===== Given entries

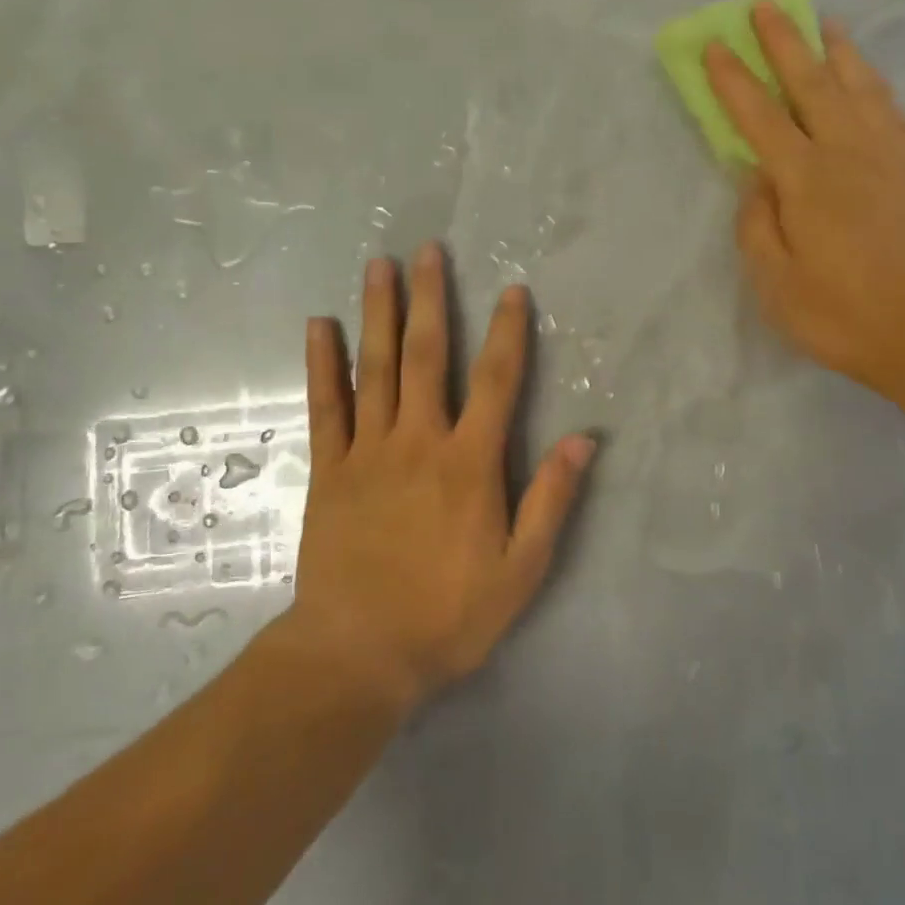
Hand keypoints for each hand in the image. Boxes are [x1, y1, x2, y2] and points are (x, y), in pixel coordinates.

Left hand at [288, 244, 595, 708]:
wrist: (358, 654)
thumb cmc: (448, 615)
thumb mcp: (521, 570)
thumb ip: (551, 500)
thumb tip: (585, 440)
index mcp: (469, 463)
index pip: (498, 382)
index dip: (509, 333)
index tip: (513, 290)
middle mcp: (419, 442)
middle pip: (428, 357)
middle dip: (431, 299)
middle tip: (427, 250)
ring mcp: (369, 452)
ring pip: (376, 368)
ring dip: (379, 314)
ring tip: (378, 266)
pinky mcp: (330, 470)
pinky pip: (326, 406)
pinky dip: (322, 364)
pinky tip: (319, 326)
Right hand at [704, 2, 904, 392]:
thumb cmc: (841, 315)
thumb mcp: (775, 284)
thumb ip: (758, 225)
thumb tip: (757, 179)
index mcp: (805, 180)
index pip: (759, 117)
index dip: (733, 80)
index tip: (715, 44)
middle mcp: (849, 152)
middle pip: (811, 84)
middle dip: (784, 43)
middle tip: (766, 5)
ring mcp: (893, 156)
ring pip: (860, 88)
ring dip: (837, 52)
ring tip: (824, 24)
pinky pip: (895, 112)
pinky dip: (876, 88)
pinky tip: (870, 83)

==========

• _Assignment_
Print every record above exactly as written, leaving out the pictures.

• _Solution to the problem_
Hand keypoints for each hand in the image. Boxes are [x1, y1, x2, y2] and points are (x, y), in pixel coordinates.

Left hand at [288, 244, 595, 708]:
wrist: (358, 654)
thumb cmc: (448, 615)
thumb mcp: (521, 570)
thumb ip: (551, 500)
thumb tip: (585, 440)
index mcp: (469, 463)
index pip: (498, 382)
index dip: (509, 333)
index tip: (513, 290)
middle mcp: (419, 442)
middle pip: (428, 357)
middle dip: (431, 299)
middle tip: (427, 250)
ring mcp: (369, 452)
ring pip: (376, 368)
ring dip: (379, 314)
ring tip: (378, 266)
pinky mcp: (330, 470)
pinky pip: (326, 406)
pinky dip: (322, 364)
pinky tip: (319, 326)
Right hand at [704, 2, 904, 392]:
thumb cmc: (841, 315)
thumb mcp: (775, 284)
thumb ip: (758, 225)
thumb tip: (757, 179)
index mcp: (805, 180)
index pip: (759, 117)
index dip: (733, 80)
index tip: (715, 44)
middle mcp: (849, 152)
middle pip: (811, 84)
middle dip: (784, 43)
middle tip: (766, 5)
ring mcp: (893, 156)
ring pip: (860, 88)
ring dip: (837, 52)
ring tip: (824, 24)
pinky pip: (895, 112)
pinky dip: (876, 88)
pinky tip: (870, 83)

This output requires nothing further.